Very nice crisp photo of beautiful flowers!

How would you rate the growth speed on this plant?
I tried two plants and both were terribly slow. not sure if I want to try one more or give up on them.


----------



## Spaph (Jun 11, 2017)

Happypaphy7 said:


> Very nice crisp photo of beautiful flowers!
> 
> How would you rate the growth speed on this plant?
> I tried two plants and both were terribly slow. not sure if I want to try one more or give up on them.



Thanks!

Yes, they are slow  I have another I bought as near blooming size which I have had for 3 years and it still hasn't bloomed. It was a treat to get this one to finally bloom.

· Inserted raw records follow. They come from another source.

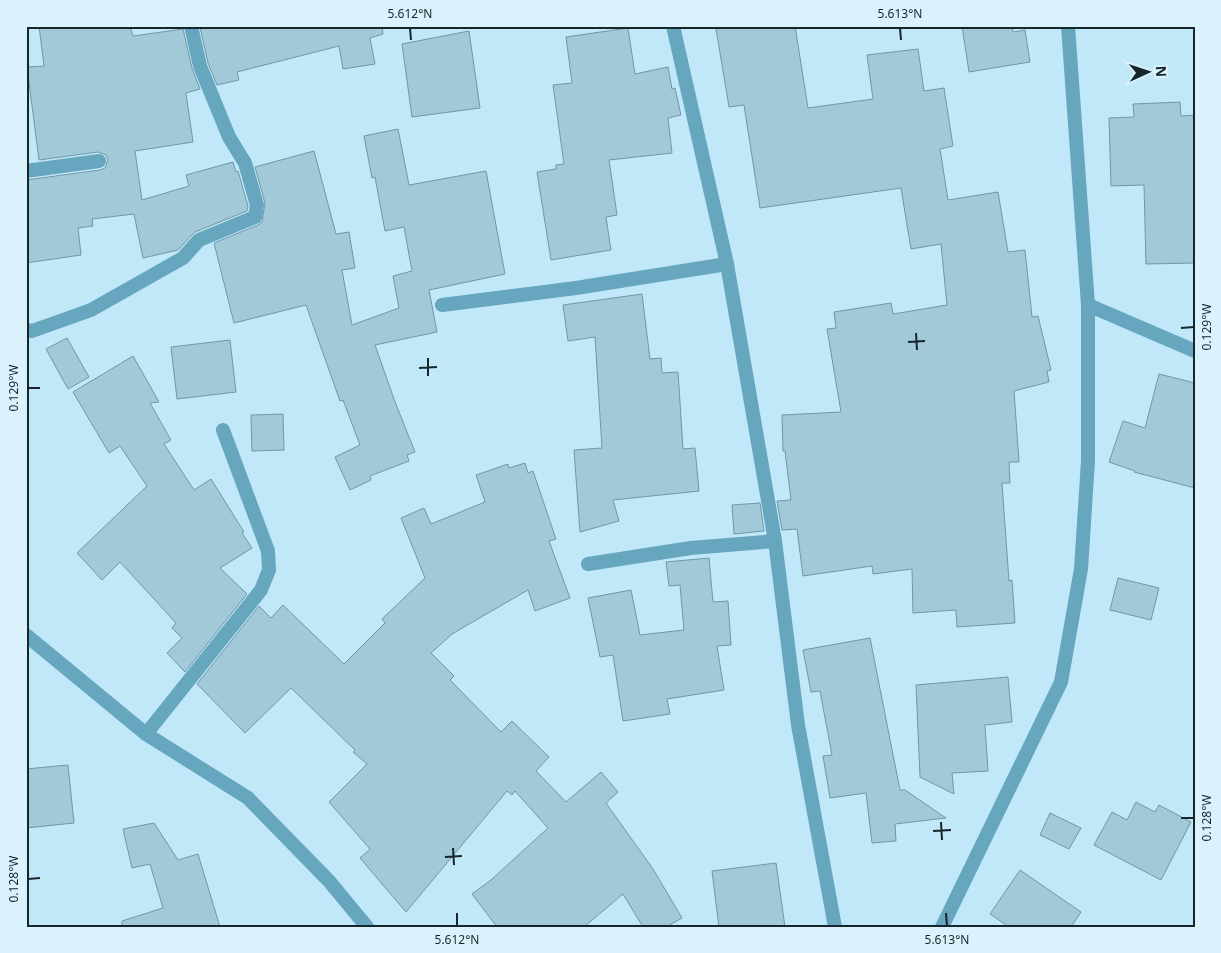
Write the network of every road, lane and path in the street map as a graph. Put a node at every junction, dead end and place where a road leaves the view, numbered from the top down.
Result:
1 (191, 26) edge
2 (673, 26) edge
3 (1068, 26) edge
4 (100, 161) dead end
5 (26, 171) edge
6 (727, 264) junction
7 (442, 305) dead end
8 (1088, 305) junction
9 (26, 330) edge
10 (1195, 351) edge
11 (223, 430) dead end
12 (776, 541) junction
13 (588, 564) dead end
14 (26, 635) edge
15 (146, 734) junction
16 (367, 927) edge
17 (835, 927) edge
18 (942, 927) edge

1 - 9 street
2 - 6 street
3 - 8 street
4 - 5 street
6 - 7 street
6 - 12 street
8 - 10 street
8 - 18 street
11 - 15 street
12 - 13 street
12 - 17 street
14 - 15 street
15 - 16 street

I bought it as blooming size and it took another 2 years till it bloomed.


----------



## Happypaphy7 (Jun 12, 2017)

I bought two big flowering sized plants two years ago also. 
One actually bloomed but I gave it away. 

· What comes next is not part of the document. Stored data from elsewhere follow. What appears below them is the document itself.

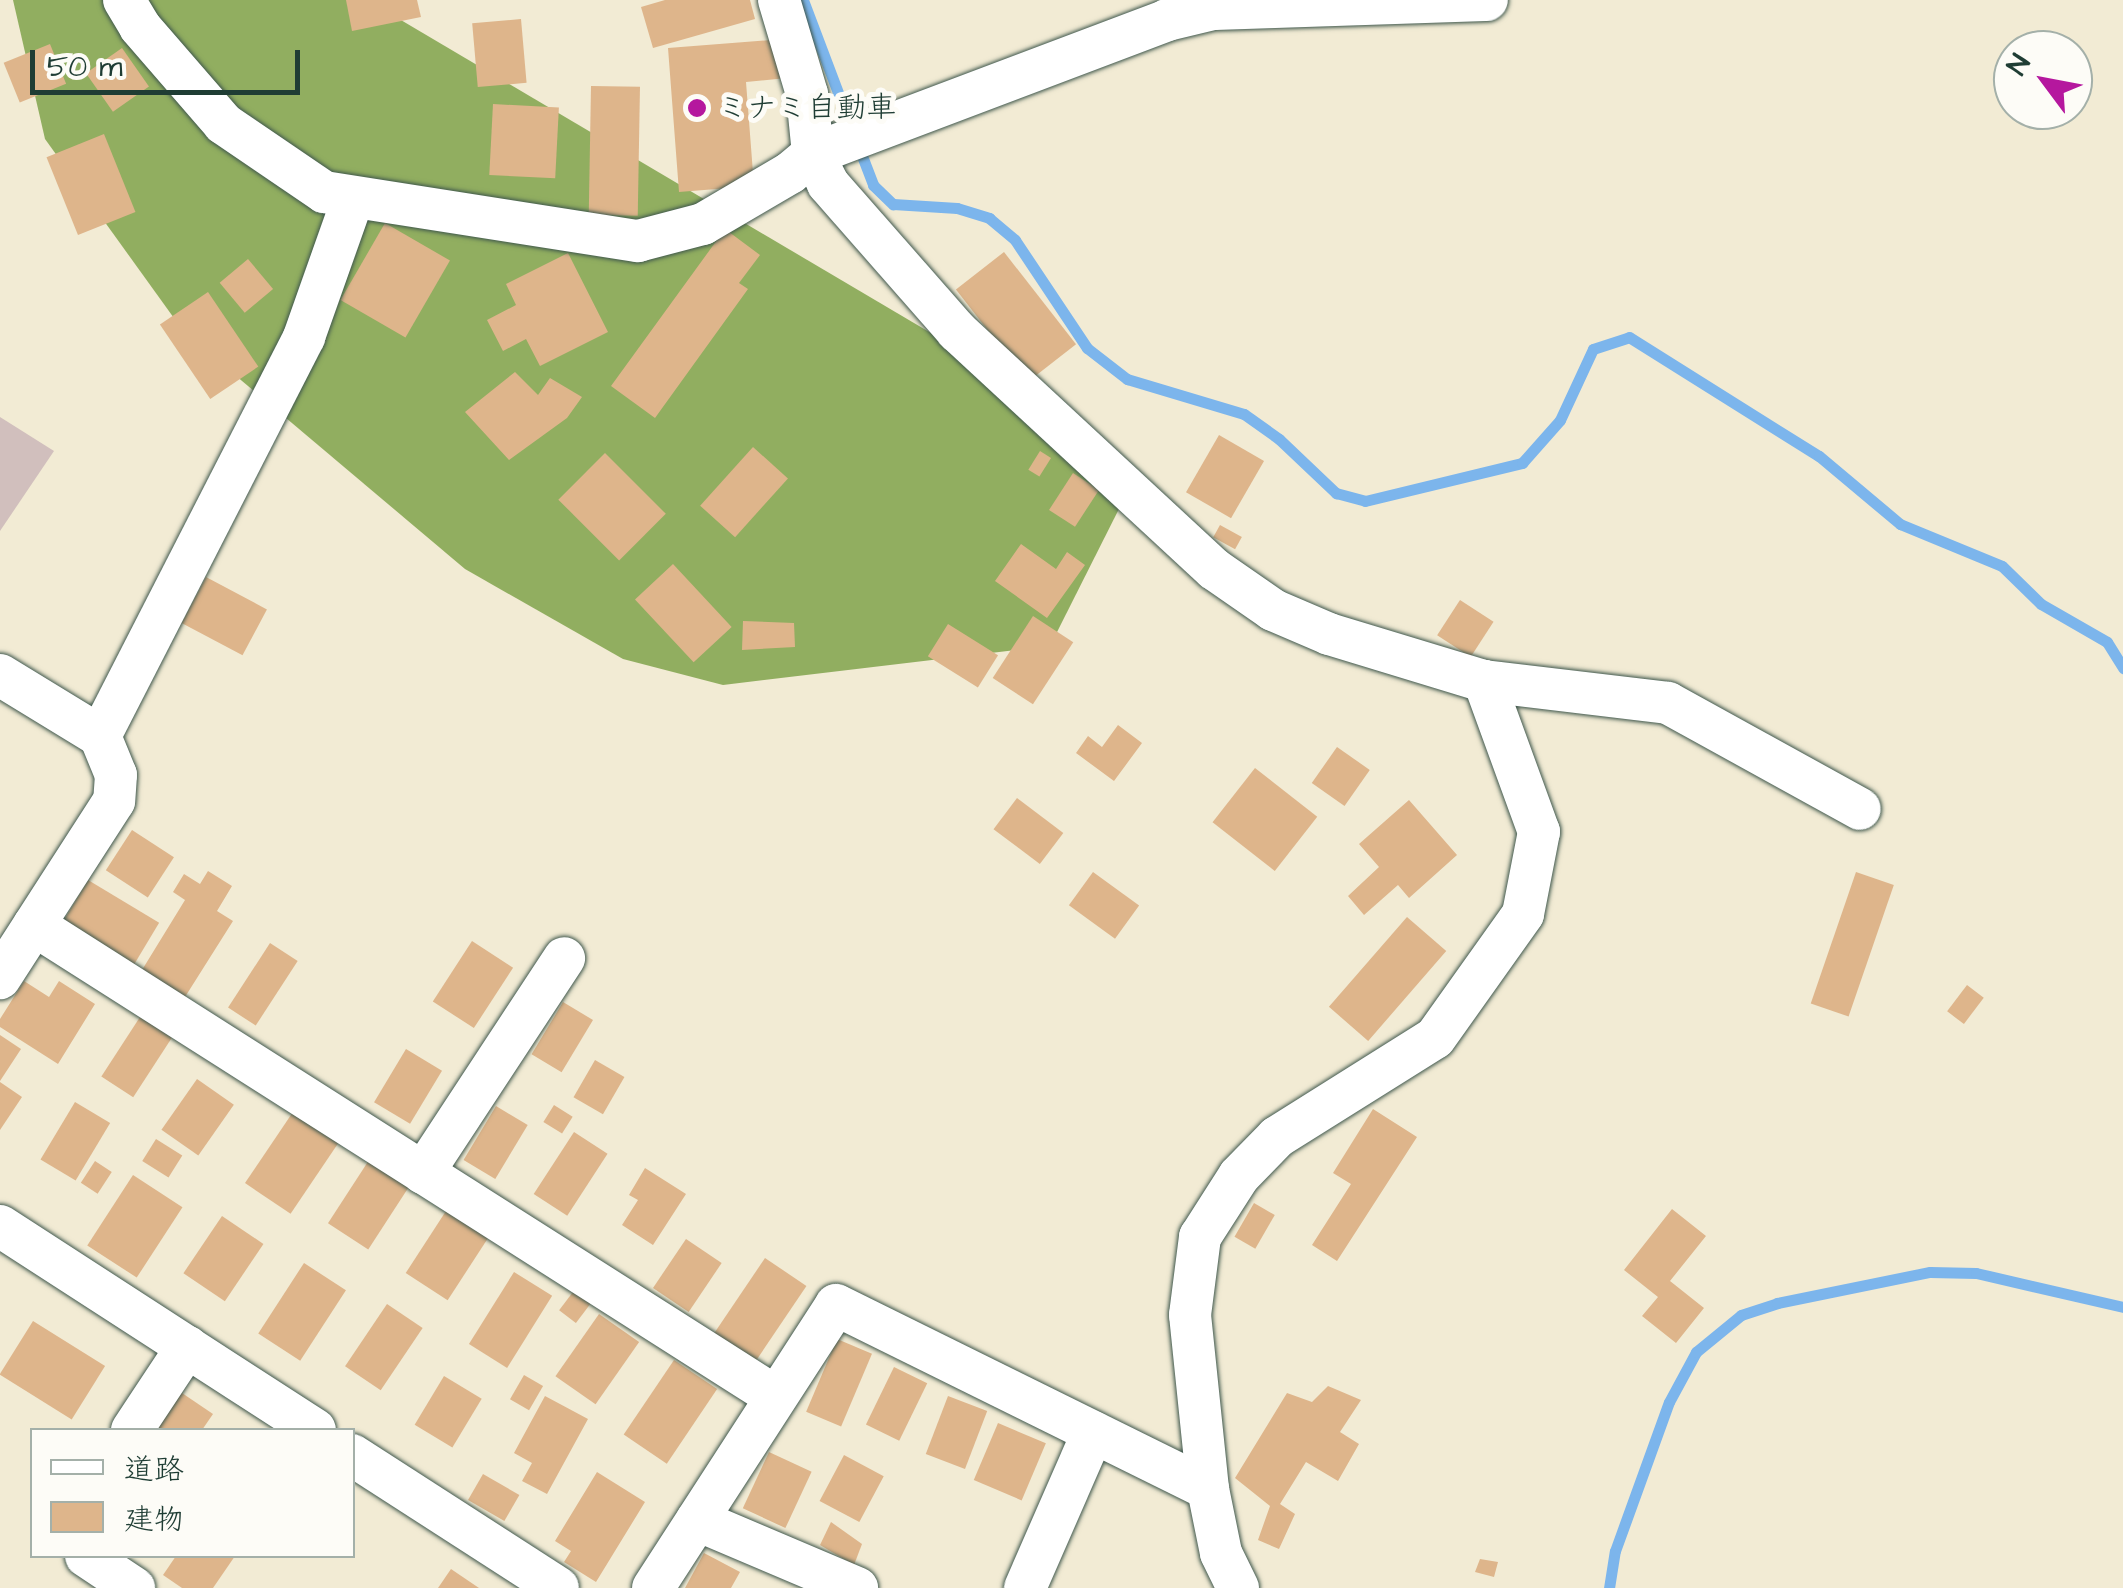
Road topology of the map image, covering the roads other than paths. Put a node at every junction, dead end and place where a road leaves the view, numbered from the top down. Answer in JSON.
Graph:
{"nodes":[{"id":1,"x":124,"y":0,"type":"edge"},
{"id":2,"x":779,"y":0,"type":"edge"},
{"id":3,"x":1487,"y":0,"type":"edge"},
{"id":4,"x":826,"y":149,"type":"junction"},
{"id":5,"x":353,"y":200,"type":"junction"},
{"id":6,"x":0,"y":675,"type":"edge"},
{"id":7,"x":1484,"y":680,"type":"junction"},
{"id":8,"x":100,"y":736,"type":"junction"},
{"id":9,"x":1860,"y":809,"type":"dead end"},
{"id":10,"x":34,"y":924,"type":"junction"},
{"id":11,"x":564,"y":958,"type":"dead end"},
{"id":12,"x":0,"y":978,"type":"edge"},
{"id":13,"x":423,"y":1172,"type":"junction"},
{"id":14,"x":0,"y":1226,"type":"edge"},
{"id":15,"x":187,"y":1347,"type":"junction"},
{"id":16,"x":776,"y":1398,"type":"junction"},
{"id":17,"x":133,"y":1428,"type":"edge"},
{"id":18,"x":312,"y":1428,"type":"edge"},
{"id":19,"x":1094,"y":1432,"type":"junction"},
{"id":20,"x":355,"y":1457,"type":"edge"},
{"id":21,"x":1208,"y":1489,"type":"junction"},
{"id":22,"x":697,"y":1520,"type":"junction"},
{"id":23,"x":89,"y":1558,"type":"edge"},
{"id":24,"x":134,"y":1588,"type":"edge"},
{"id":25,"x":558,"y":1588,"type":"edge"},
{"id":26,"x":653,"y":1588,"type":"edge"},
{"id":27,"x":857,"y":1588,"type":"edge"},
{"id":28,"x":1025,"y":1588,"type":"edge"},
{"id":29,"x":1238,"y":1588,"type":"edge"}],
"edges":[{"from":1,"to":5,"type":"street"},
{"from":2,"to":4,"type":"street"},
{"from":3,"to":4,"type":"street"},
{"from":4,"to":5,"type":"street"},
{"from":4,"to":7,"type":"street"},
{"from":5,"to":8,"type":"street"},
{"from":6,"to":8,"type":"street"},
{"from":7,"to":9,"type":"street"},
{"from":7,"to":21,"type":"street"},
{"from":8,"to":10,"type":"street"},
{"from":10,"to":12,"type":"street"},
{"from":10,"to":13,"type":"street"},
{"from":11,"to":13,"type":"street"},
{"from":13,"to":16,"type":"street"},
{"from":14,"to":15,"type":"street"},
{"from":15,"to":17,"type":"street"},
{"from":15,"to":18,"type":"street"},
{"from":16,"to":19,"type":"street"},
{"from":16,"to":22,"type":"street"},
{"from":19,"to":21,"type":"street"},
{"from":19,"to":28,"type":"street"},
{"from":20,"to":25,"type":"street"},
{"from":21,"to":29,"type":"street"},
{"from":22,"to":26,"type":"street"},
{"from":22,"to":27,"type":"street"},
{"from":23,"to":24,"type":"street"}]}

They are probably the worst grower of anything I've ever had along with a few seedlings of micranthum x Fumi's Delight cross. 
Gosh, I honestly feel like dumping them all out sometimes. lol
and only so much more so after seeing that Orchid Inn carries this species for good price any way. 

Now, I have a third plant, which has a tag that reads victoria-reginae, which I think is the same thing as chamberlainianum, except the plant is much much smaller. It is supposedly a flowering size. It is pushing yet another leaf, not a spike.


----------



## gego (Jun 12, 2017)

Very nice. I have one and waiting for more flowers to open. This species is picky. 

Sent from my HTC One using Tapatalk


----------



## Ozpaph (Jun 12, 2017)

Could someone please help me understand the difference between this and VR?


----------



## Paphluvr (Jun 12, 2017)

Very nice flower beautifully photographed. Well done.


----------



## ksriramkumar (Jun 12, 2017)

Good one. Same questions as that of Ozpaph. whats the difference between this and VR?


----------



## gego (Jun 12, 2017)

ksriramkumar said:


> Good one. Same questions as that of Ozpaph. whats the difference between this and VR?



From an AOS article, they are both the same. Seems like VR is used now a days.


----------



## SlipperFan (Jun 12, 2017)

That is beautiful!!!


----------



## Mark Karayannis (Jun 13, 2017)

Very nice blooming


----------



## John M (Jun 13, 2017)

That's really, really beautiful! What I especially like about this clone is the perfectly clear, sharp, richly coloured markings. There's nothing "fuzzy" or "smudged" about the colour on this one. That's really great! You should self it and make more. 

Keep growing it well and it will build up strength as it gets bigger. In time (5 or 6 years), it will become multiple growth with mulitple inflorescences that never stop blooming. I've seen big, old specimens of this species and they were spectacular! It just takes dedication to put in the time.


----------



## SlipperKing (Jun 14, 2017)

Victoria reginae name came first. Then there was no proof of any difference between the two so vr takes presence. 

Sent from my SM-G900T using Tapatalk


----------



## Ozpaph (Jun 14, 2017)

thank you


----------



## StreetVariety (Jun 14, 2017)

I love chamberlainianums! Thanks for posting the picture.


----------



## blondie (Jun 15, 2017)

Wounderfull love the dorsal markings and the lip to, very nice congrats.


----------



## gego (Jun 15, 2017)

SlipperKing said:


> Victoria reginae name came first. Then there was no proof of any difference between the two so vr takes presence.
> 
> Sent from my SM-G900T using Tapatalk



I did not say the article stated that chamberlainianum name came first, it stated that "for plants formerly known as such are the same as VR and that is now the commonly accepted name".


----------